5.4. Volgens verweerster heeft zij zonder meer mogen menen dat de medische machtiging die klager op 4 september 2004 heeft verstrekt mede betrekking had op het rapport I. Het rapport I is echter gedateerd 4 november 2004. Logischerwijze kan de twee maanden eerder verstrekte machtiging op de inhoud van het rapport I geen betrekking hebben. Verweerster had dan ook moeten nagaan of klager ermee instemde dat de inhoud van het rapport I bekend werd gemaakt aan de medisch adviseur van F. Dit temeer nu verweerster uit de door klager in zijn machtiging van 4 september 2004 gemaakte uitzondering voor het rapport H had kunnen afleiden dat klager niet zonder meer instemde met doorgeleiding van alle informatie uit keuringsrapporten naar F. Dat klager op 4 september 2004 wist dat hij door I gekeurd zou worden, maakt dit niet anders nu hij op dat moment met het resultaat van die keuring niet bekend was. Het derde klachtonderdeel is ook gegrond.

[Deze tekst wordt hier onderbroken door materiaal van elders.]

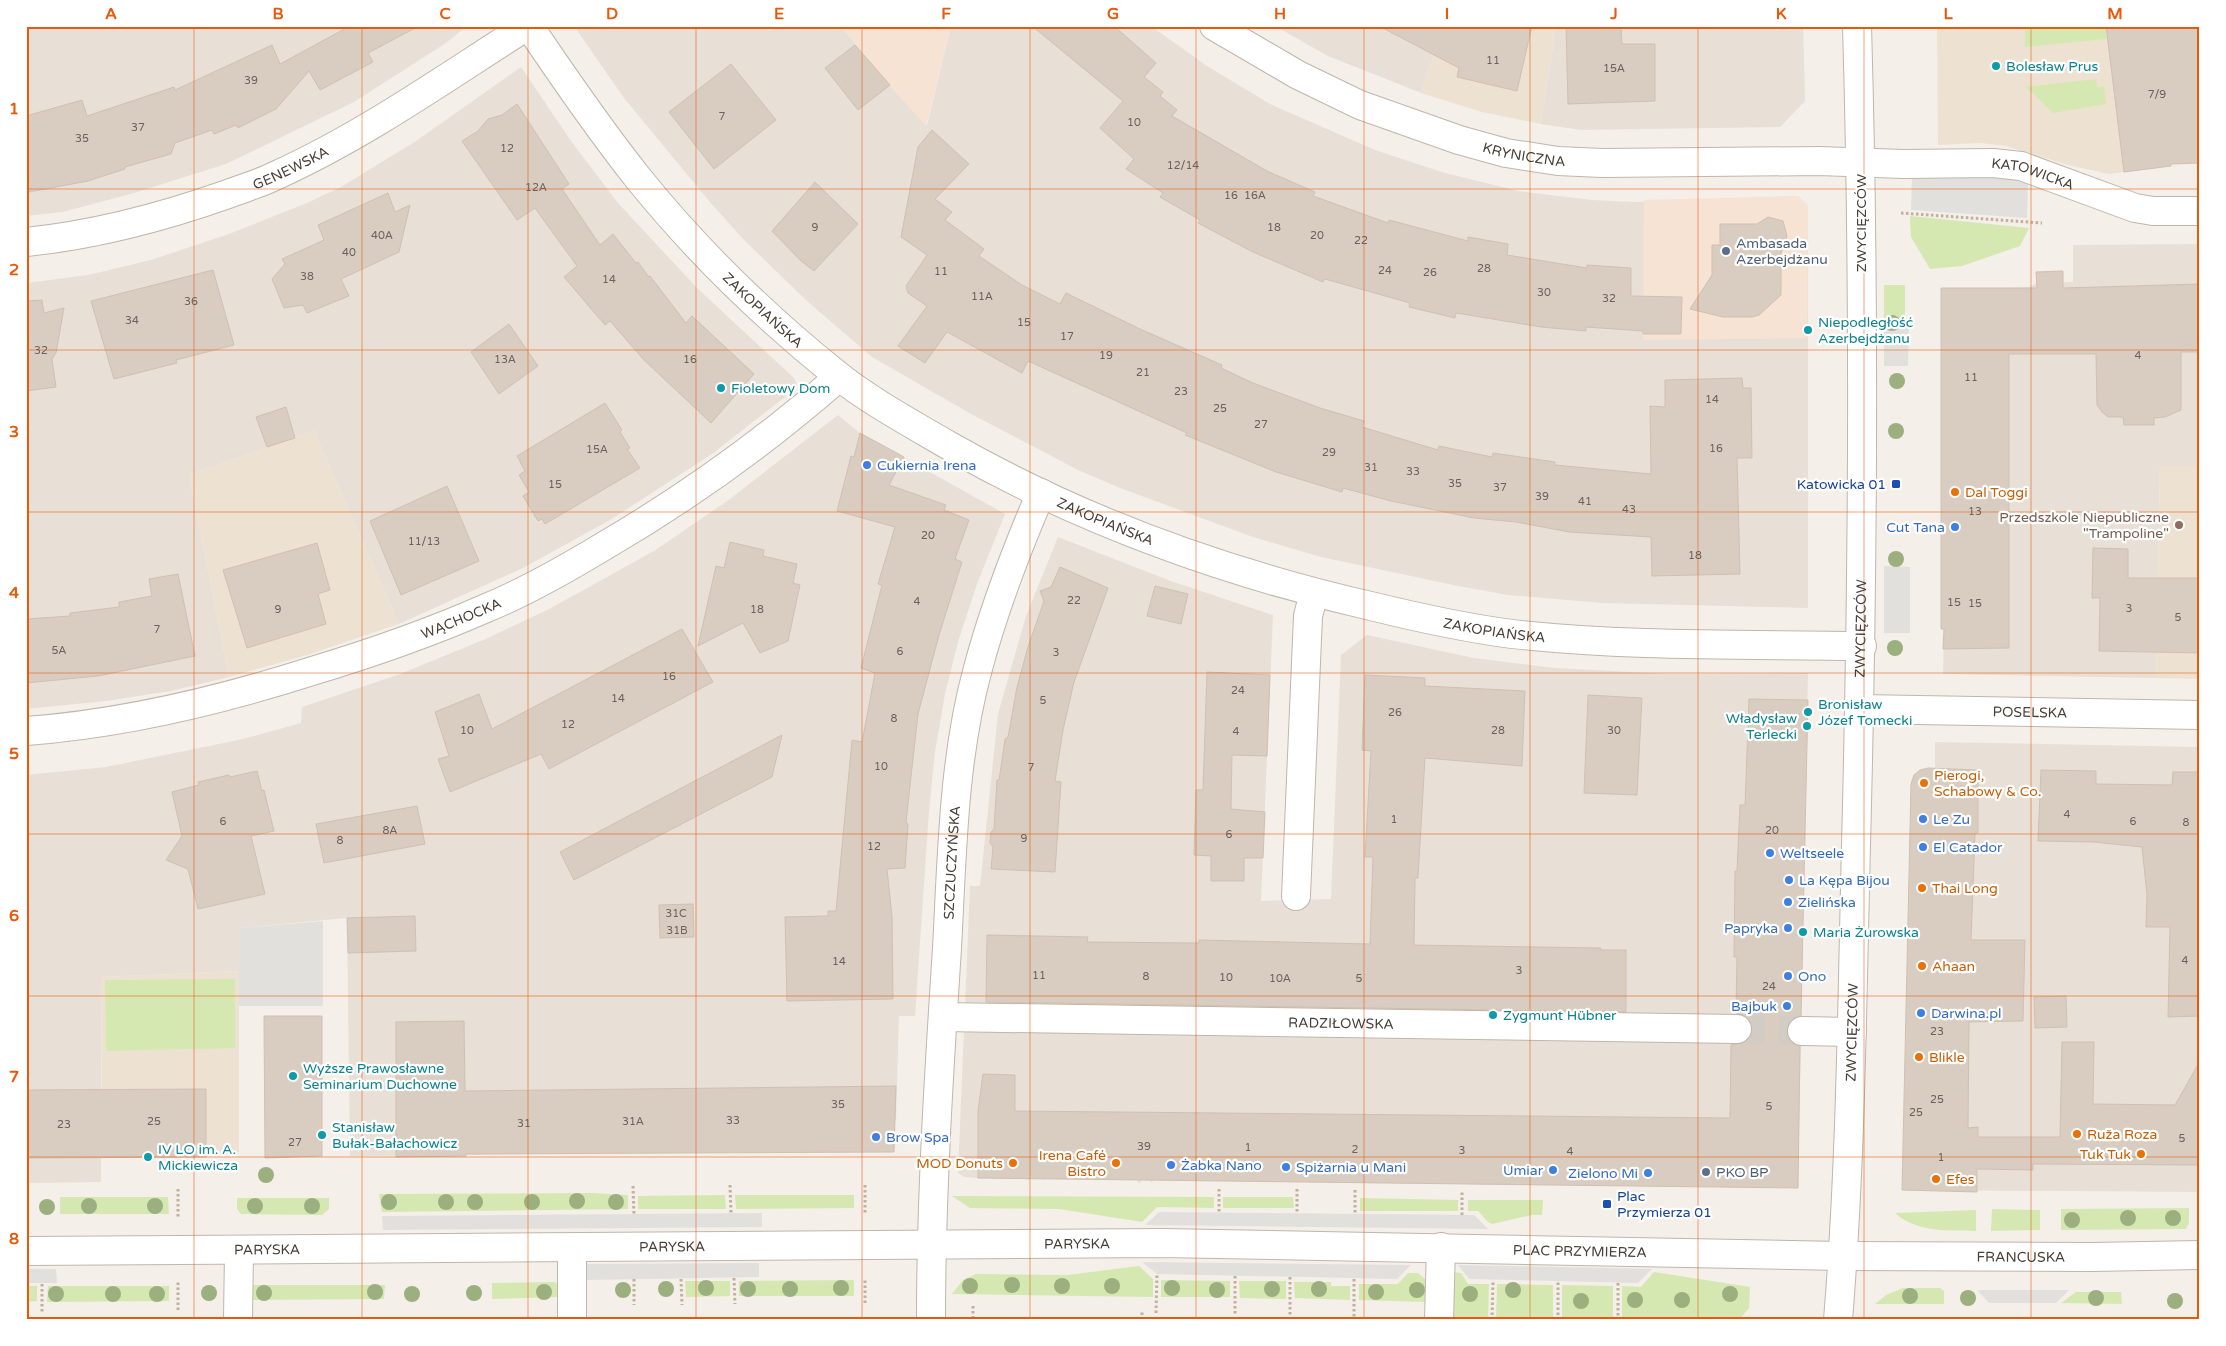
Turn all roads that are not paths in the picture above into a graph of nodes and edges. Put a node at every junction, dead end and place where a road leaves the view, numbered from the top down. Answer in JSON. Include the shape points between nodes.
{"nodes":[{"id":1,"x":528,"y":26,"type":"edge"},
{"id":2,"x":1214,"y":26,"type":"edge"},
{"id":3,"x":1856,"y":26,"type":"edge"},
{"id":4,"x":1861,"y":162,"type":"junction"},
{"id":5,"x":2200,"y":211,"type":"edge"},
{"id":6,"x":26,"y":242,"type":"edge"},
{"id":7,"x":839,"y":377,"type":"junction"},
{"id":8,"x":1041,"y":493,"type":"junction"},
{"id":9,"x":1314,"y":593,"type":"junction"},
{"id":10,"x":1862,"y":646,"type":"junction"},
{"id":11,"x":1860,"y":709,"type":"junction"},
{"id":12,"x":2200,"y":715,"type":"edge"},
{"id":13,"x":26,"y":730,"type":"edge"},
{"id":14,"x":1296,"y":896,"type":"dead end"},
{"id":15,"x":943,"y":1018,"type":"junction"},
{"id":16,"x":1737,"y":1029,"type":"tunnel mouth"},
{"id":17,"x":1802,"y":1030,"type":"tunnel mouth"},
{"id":18,"x":1852,"y":1032,"type":"junction"},
{"id":19,"x":932,"y":1244,"type":"junction"},
{"id":20,"x":1317,"y":1245,"type":"joint"},
{"id":21,"x":1441,"y":1247,"type":"junction"},
{"id":22,"x":572,"y":1248,"type":"junction"},
{"id":23,"x":26,"y":1251,"type":"edge"},
{"id":24,"x":239,"y":1251,"type":"junction"},
{"id":25,"x":2200,"y":1254,"type":"edge"},
{"id":26,"x":1843,"y":1256,"type":"junction"},
{"id":27,"x":238,"y":1320,"type":"edge"},
{"id":28,"x":572,"y":1320,"type":"edge"},
{"id":29,"x":930,"y":1320,"type":"edge"},
{"id":30,"x":1439,"y":1320,"type":"edge"},
{"id":31,"x":1838,"y":1320,"type":"edge"}],
"edges":[{"from":1,"to":6,"type":"street","name":"GENEWSKA","via":[[364,128],[276,176],[142,221]]},
{"from":1,"to":7,"type":"street","name":"ZAKOPIAŃSKA","via":[[585,109],[640,180],[742,292]]},
{"from":2,"to":4,"type":"street","name":"KRYNICZNA","via":[[1298,75],[1360,104],[1459,140],[1506,153],[1558,161],[1602,163]]},
{"from":3,"to":4,"type":"street","name":"ZWYCIĘZCÓW"},
{"from":4,"to":5,"type":"street","name":"KATOWICKA","via":[[2021,166],[2135,208]]},
{"from":4,"to":10,"type":"street","name":"ZWYCIĘZCÓW"},
{"from":7,"to":8,"type":"street","name":"ZAKOPIAŃSKA","via":[[916,427]]},
{"from":7,"to":13,"type":"street","name":"WĄCHOCKA","via":[[774,432],[640,526],[567,569],[485,609],[384,648],[274,683],[126,718]]},
{"from":8,"to":9,"type":"street","name":"ZAKOPIAŃSKA","via":[[1184,554]]},
{"from":8,"to":15,"type":"street","name":"SZCZUCZYŃSKA","via":[[994,616],[975,682],[956,812]]},
{"from":9,"to":10,"type":"street","name":"ZAKOPIAŃSKA","via":[[1436,621],[1511,634],[1732,645]]},
{"from":9,"to":14,"type":"street","via":[[1308,616]]},
{"from":10,"to":11,"type":"street","name":"ZWYCIĘZCÓW"},
{"from":11,"to":12,"type":"street","name":"POSELSKA"},
{"from":11,"to":18,"type":"street","name":"ZWYCIĘZCÓW"},
{"from":15,"to":16,"type":"street","name":"RADZIŁOWSKA"},
{"from":15,"to":19,"type":"street","name":"SZCZUCZYŃSKA"},
{"from":17,"to":18,"type":"street"},
{"from":18,"to":26,"type":"street","name":"ZWYCIĘZCÓW"},
{"from":19,"to":20,"type":"street","name":"PARYSKA"},
{"from":19,"to":22,"type":"street","name":"PARYSKA"},
{"from":19,"to":29,"type":"street","name":"SZCZUCZYŃSKA"},
{"from":20,"to":21,"type":"street","name":"PLAC PRZYMIERZA"},
{"from":21,"to":26,"type":"street","name":"PLAC PRZYMIERZA"},
{"from":21,"to":30,"type":"street"},
{"from":22,"to":24,"type":"street","name":"PARYSKA"},
{"from":22,"to":28,"type":"street"},
{"from":23,"to":24,"type":"street","name":"PARYSKA"},
{"from":24,"to":27,"type":"street"},
{"from":25,"to":26,"type":"street","name":"FRANCUSKA"},
{"from":26,"to":31,"type":"street","name":"ZWYCIĘZCÓW"}]}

5.5. De conclusie van het voorgaande is dat de klacht deels gegrond is. Verweerster heeft gehandeld in strijd met de zorg die zij ingevolge artikel 47 lid 1 onder b van de Wet BIG jegens klager had behoren te betrachten.

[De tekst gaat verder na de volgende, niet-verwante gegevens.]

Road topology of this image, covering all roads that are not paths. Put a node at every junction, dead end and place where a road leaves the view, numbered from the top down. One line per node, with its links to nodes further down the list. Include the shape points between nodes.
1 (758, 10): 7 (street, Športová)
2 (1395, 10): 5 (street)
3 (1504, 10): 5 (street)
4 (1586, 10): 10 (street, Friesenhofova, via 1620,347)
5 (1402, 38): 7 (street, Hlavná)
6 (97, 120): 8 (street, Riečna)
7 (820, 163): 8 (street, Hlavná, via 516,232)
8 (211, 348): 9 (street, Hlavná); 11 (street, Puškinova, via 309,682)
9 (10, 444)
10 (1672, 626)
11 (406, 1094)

De oplegging van na te melden maatregel is daarvoor passend.
Om redenen, aan het algemeen belang ontleend, zal de beslissing zodra zij onherroepelijk is op na te melden wijze worden bekendgemaakt.
6. De beslissing
Het Regionaal Tuchtcollege waarschuwt verweerster en bepaalt voorts dat de beslissing ingevolge artikel 71 van de Wet BIG in de Nederlandse Staatscourant zal worden bekendgemaakt en aan de tijdschriften Medisch Contact en GAVscoop (Tijdschrift voor Geneeskundig Adviseurs in particuliere Verzekeringszaken) ter bekendmaking zal worden aangeboden.

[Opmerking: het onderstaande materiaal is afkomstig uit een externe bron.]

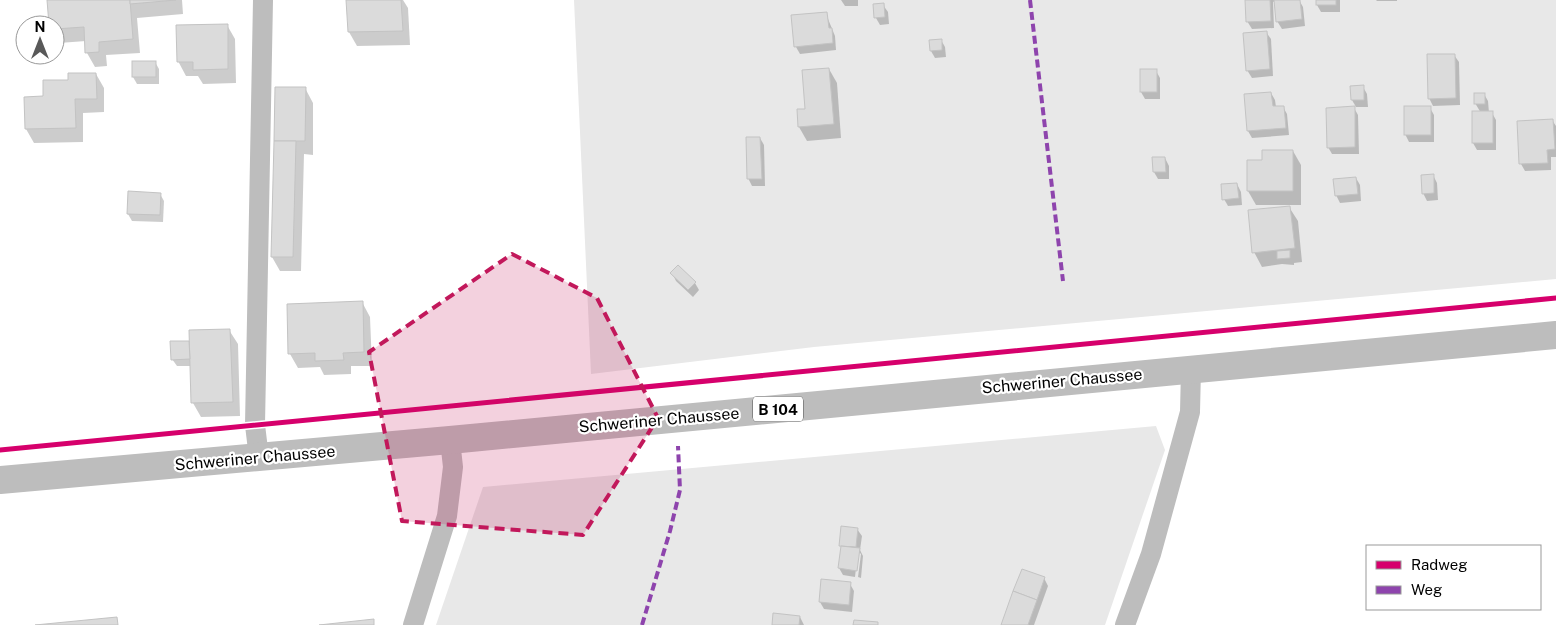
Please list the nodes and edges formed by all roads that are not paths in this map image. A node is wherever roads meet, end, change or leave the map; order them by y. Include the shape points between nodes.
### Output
1 (262, 0) edge
2 (1556, 335) edge
3 (1191, 369) junction
4 (450, 440) junction
5 (259, 458) junction
6 (0, 480) edge
7 (413, 625) edge
8 (1125, 625) edge

1 - 5 lane via 255,425
2 - 3 main road, Schweriner Chaussee / B 104
3 - 4 main road, Schweriner Chaussee / B 104
3 - 8 lane via 1190,412 1151,554
4 - 5 main road, Schweriner Chaussee / B 104
4 - 7 lane via 453,468 447,516
5 - 6 main road, Schweriner Chaussee / B 104

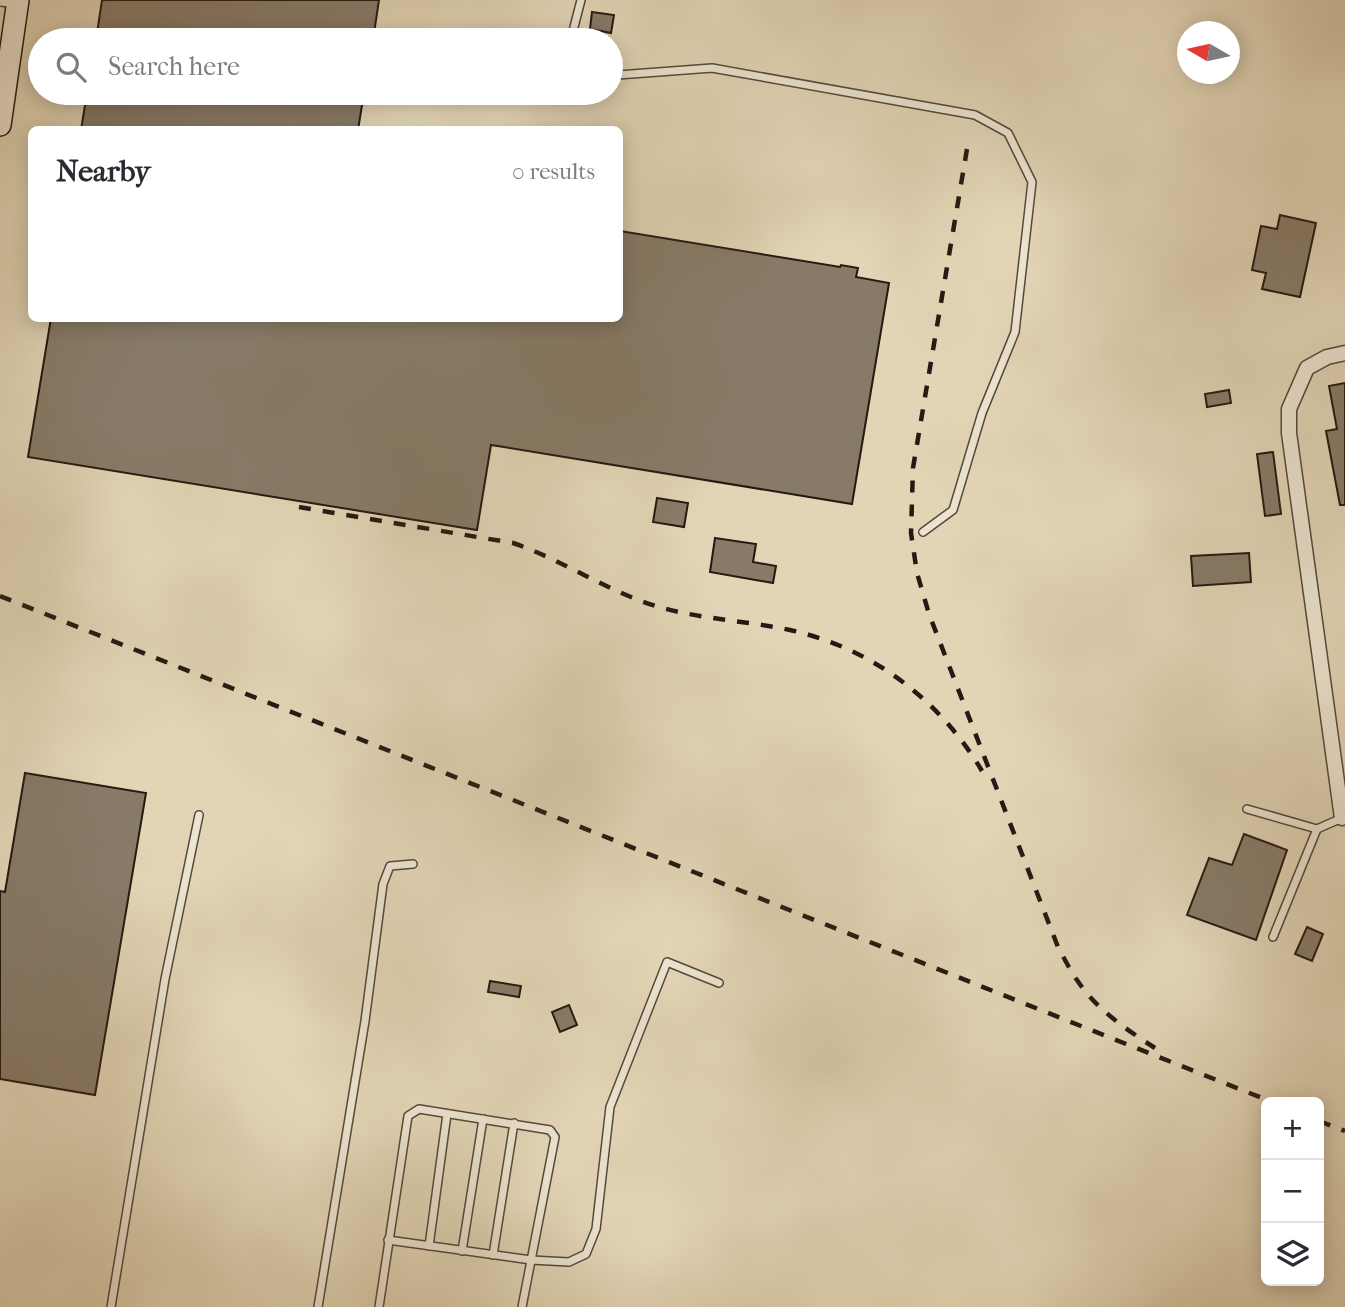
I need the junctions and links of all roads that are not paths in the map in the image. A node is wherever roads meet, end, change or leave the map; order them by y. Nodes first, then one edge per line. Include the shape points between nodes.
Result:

Aldus gewezen op 28 juni 2011 door:
mr. T.L. de Vries, voorzitter,
M. Bakker, P.A.M. Beker en dr. W.J.W. Bos, leden-arts,
mr. Q.R.M. Falger, lid-jurist,
mr. P.J. van Vliet, als secretaris,
en in het openbaar uitgesproken ter terechtzitting van 23 augustus 2011 door de voorzitter in aanwezigheid van de secretaris.